Raya, typical Muslim activist?
What do the words Islamic blogger bring to mind? Young extremists hacking away on old computers. Youth from poor backgrounds who have turned to Islam after secular dreams failed? Maybe you already know better.
Raya Shokatfard is a 63-year old female blogger for Islamonline.com and lived most of her life in the United States. She came to speak with us at Professor Sullivan’s flat and because of popular demand, spent the majority of the time sharing intimate details of her personal life. Ask some journalistic questions, Carlene chided us an hour or so into the conversation. It was little use–Raya’s story had us hooked.
A native of Iran, Raya’s family migrated to California in 1969 when she was 20 years old. A mini-skirt wearing model who owned a clothing store, drove a Rolls Royce and spent her time at a beach house, religion and modesty, so central to Islam were far from her mind.
At some point, these luxuries grew old. “I have everything but I’m really empty,” she remembers realizing.
Through Hinduism, Buddhism and Christianity (she practiced as a Christian seven years) she traveled, still at a loss for what she sought. Then she read the Koran. “It was so plain, so clear. I felt I did find God here,” she told us.
Divorced with two children Shokatfard retreated to the mountains of northern California to home school her children in Islam and lead a more peaceful life. As her understanding of Islam deepened so did her desire to share and combat misconceptions about the religion.
Raya spent 16 years speaking in schools, churches and wherever she was welcomed about Islam. At the same time she operated as a highly successful real-estate agent.
Around September 11th she married a “strict” Egyptian husband with two other wives. He asked her to give up her real estate business–which she said was earning her $30,000-40,000 per month. “When you say you believe don’t you think Allah will test you?” she said of the financial sacrifice.
She also adapted the niqab (face veil) in addition to the hijab (headscarf) and abaya (full-length dress) she already wore. She continued giving lectures in rooms where men and women sat separately–she removed her niqab only facing women. She said she wanted to learn from her husband, who was under Allah. Women are vessels under their husbands, she told us. “Everything he asked me, I did,” she said of her second husband. “He was a very knowledgeable sheikh.
When she could not reach her husband to gain permission, she missed her own lectures.
After September 11th she wanted to do something more. I wanted to expand my audience, she told us.
She came to American University in Cairo and earned her Masters in Communication and Media. During this time she divorced her Egyptian husband–something common in Islam. After graduating in 2007 she was hired by Islamonline.com, the most widely read English Islamic publication. Today accepts a promotion to the position of chief editor
How are you guys grappling with all this? Carlene asked us mid-way through. I think we can talk freely here, she said. Raya has children who grew up in the United States. She spent her life there.

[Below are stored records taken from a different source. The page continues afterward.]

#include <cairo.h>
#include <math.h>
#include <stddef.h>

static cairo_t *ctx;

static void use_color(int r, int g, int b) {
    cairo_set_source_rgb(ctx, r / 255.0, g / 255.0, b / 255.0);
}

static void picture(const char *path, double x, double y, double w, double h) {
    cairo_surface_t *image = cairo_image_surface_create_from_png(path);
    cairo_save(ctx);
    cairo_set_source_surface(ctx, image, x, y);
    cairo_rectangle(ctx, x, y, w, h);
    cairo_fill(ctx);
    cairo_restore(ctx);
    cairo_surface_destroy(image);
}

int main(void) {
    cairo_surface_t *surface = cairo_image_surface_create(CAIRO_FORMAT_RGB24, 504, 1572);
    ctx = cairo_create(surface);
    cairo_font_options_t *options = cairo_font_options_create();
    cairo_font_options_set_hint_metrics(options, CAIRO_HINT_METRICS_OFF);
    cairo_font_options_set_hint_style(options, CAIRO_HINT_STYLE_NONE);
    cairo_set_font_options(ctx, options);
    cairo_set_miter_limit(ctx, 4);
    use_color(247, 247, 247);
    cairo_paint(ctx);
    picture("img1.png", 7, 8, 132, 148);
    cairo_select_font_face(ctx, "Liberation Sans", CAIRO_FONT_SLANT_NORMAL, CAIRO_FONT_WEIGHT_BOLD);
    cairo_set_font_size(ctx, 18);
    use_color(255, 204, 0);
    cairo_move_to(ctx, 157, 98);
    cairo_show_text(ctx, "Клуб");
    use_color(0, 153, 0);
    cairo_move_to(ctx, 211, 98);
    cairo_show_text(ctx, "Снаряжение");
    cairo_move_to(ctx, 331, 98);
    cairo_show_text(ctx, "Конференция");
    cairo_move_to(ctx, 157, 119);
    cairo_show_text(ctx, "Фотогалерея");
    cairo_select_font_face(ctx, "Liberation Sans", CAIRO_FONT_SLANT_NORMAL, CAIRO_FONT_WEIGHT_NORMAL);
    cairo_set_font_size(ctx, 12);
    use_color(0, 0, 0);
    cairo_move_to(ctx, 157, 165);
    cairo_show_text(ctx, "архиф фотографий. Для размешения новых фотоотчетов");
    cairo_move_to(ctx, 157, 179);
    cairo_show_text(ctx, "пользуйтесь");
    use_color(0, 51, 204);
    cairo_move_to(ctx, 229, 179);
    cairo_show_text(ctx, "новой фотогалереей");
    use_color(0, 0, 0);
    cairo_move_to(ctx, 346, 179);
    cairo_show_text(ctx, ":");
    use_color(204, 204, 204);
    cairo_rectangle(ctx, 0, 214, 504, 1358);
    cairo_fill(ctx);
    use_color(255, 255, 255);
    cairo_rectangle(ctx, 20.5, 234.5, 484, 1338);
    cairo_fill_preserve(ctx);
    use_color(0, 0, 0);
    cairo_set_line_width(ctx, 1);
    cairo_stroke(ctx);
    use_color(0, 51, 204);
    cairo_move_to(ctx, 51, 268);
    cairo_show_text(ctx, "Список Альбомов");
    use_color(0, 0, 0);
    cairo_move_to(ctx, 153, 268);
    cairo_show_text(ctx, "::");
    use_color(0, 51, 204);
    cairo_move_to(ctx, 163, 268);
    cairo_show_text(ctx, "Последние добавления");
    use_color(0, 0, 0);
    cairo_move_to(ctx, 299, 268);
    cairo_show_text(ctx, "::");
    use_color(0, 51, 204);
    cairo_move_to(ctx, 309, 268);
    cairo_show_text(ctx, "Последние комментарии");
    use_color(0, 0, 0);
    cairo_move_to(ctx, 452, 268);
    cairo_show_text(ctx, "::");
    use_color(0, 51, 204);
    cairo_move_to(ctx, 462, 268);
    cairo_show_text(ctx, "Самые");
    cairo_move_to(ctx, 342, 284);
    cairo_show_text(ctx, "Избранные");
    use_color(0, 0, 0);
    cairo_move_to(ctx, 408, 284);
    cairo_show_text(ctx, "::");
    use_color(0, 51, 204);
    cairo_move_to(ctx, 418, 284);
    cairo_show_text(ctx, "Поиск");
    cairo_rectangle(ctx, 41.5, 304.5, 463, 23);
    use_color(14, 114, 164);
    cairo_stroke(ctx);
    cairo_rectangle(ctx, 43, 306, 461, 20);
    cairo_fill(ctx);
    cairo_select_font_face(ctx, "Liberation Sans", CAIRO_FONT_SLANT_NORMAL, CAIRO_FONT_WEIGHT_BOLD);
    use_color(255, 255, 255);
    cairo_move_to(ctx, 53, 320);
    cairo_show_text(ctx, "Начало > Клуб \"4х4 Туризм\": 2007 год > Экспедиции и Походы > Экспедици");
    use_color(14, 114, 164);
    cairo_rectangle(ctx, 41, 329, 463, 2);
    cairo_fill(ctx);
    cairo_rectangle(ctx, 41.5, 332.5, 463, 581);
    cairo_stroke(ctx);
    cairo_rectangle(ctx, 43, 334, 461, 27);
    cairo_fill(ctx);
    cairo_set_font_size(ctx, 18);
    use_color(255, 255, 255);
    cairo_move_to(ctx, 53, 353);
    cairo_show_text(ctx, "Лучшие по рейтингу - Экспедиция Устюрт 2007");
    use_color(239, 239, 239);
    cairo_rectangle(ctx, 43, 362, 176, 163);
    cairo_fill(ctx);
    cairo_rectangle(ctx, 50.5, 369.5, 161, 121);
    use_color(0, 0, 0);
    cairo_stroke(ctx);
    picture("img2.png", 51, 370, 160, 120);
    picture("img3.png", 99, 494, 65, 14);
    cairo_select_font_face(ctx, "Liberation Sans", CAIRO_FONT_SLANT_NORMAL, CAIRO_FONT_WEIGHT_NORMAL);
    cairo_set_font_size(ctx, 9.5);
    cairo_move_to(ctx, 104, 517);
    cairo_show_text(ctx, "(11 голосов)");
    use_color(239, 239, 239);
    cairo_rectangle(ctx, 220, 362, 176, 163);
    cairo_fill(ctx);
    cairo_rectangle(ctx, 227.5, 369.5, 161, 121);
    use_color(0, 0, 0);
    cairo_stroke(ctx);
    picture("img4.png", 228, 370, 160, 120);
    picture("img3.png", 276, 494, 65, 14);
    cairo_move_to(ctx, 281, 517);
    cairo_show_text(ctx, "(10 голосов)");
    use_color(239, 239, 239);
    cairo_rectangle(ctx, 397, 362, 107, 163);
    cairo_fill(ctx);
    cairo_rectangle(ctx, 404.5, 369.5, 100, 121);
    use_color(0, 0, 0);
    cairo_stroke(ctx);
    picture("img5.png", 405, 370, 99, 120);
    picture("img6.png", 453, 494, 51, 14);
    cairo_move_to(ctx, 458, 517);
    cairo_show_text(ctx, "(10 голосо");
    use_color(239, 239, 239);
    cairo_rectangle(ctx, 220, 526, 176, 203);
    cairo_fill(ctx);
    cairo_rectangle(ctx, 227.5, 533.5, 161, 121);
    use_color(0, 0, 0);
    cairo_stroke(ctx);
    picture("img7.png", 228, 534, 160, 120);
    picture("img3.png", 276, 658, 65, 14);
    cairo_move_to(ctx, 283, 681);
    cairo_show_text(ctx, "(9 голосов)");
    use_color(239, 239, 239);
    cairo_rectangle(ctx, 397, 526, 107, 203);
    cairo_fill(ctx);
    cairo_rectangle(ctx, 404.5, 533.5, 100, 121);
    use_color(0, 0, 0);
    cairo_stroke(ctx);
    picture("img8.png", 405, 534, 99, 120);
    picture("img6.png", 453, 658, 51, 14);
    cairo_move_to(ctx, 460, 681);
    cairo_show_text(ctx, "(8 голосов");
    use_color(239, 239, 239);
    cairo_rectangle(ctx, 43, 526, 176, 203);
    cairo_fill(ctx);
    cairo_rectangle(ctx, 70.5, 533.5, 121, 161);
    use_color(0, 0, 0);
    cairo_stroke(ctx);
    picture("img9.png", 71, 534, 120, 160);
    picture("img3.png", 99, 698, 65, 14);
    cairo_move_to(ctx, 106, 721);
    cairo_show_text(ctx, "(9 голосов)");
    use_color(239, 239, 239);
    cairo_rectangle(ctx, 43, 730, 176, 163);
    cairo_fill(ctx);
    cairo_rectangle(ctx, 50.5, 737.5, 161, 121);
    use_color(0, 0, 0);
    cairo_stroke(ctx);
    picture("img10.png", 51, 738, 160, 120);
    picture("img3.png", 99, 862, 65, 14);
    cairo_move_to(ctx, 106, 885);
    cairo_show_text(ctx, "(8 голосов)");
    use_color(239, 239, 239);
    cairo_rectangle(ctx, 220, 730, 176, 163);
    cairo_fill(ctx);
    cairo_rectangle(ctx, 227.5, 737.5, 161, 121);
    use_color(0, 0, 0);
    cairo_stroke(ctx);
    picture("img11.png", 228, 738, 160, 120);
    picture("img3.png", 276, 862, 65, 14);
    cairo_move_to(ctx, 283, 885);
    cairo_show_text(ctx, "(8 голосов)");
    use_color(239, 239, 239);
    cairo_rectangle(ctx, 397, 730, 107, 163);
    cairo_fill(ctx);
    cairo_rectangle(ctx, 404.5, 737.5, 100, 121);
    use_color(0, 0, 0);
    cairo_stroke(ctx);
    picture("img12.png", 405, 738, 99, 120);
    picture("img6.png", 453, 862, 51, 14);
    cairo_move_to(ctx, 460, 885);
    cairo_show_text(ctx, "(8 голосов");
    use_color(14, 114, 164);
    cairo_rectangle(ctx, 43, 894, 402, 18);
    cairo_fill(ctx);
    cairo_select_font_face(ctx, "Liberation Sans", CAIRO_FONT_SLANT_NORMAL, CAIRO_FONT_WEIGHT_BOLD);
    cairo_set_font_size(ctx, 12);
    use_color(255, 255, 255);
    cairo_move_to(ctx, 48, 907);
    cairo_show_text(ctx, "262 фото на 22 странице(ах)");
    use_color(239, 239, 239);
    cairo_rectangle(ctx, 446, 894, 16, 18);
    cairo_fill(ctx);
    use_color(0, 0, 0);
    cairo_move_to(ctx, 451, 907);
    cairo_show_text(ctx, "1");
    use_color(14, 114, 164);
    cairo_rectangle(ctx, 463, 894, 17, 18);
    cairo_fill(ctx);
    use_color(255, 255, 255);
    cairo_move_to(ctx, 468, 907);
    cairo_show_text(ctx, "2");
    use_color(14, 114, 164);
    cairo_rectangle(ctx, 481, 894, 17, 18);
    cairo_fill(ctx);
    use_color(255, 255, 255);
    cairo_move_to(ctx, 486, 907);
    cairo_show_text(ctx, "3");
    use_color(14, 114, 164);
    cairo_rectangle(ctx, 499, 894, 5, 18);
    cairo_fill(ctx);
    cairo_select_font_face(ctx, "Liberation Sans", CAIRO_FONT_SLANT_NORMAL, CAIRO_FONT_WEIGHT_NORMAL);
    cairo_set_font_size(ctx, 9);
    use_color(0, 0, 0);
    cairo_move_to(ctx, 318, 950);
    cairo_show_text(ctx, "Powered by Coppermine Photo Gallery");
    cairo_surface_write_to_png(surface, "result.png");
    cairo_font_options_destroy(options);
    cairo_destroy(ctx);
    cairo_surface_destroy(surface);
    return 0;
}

We did not hold back. We asked Raya about polygamy and feminism, her multiple divorces and relationships with her children.
“No matter what I did I was the smartest in everything. I became proud,” she told us. “I had the body of a woman but a mind of a man. When I really looked at characteristics of a believing woman, that is not me.” She described Saudi Arabian women who isolated and insulated themselves from the outside world.
What you’re saying is woman shouldn’t work? Isn’t that a privilege of the elite? I questioned her.
She held firm. It’s not women’s natural role. Their characters suffer. Raya considers her own activism different–not a financial enterprise she is doing the work of Allah.
After the session ended Stephanie Daly and I asked her questions for an article we’re writing about dating (stay tuned!).
Steph wanted a picture with her. Come in, come in, she encouraged me.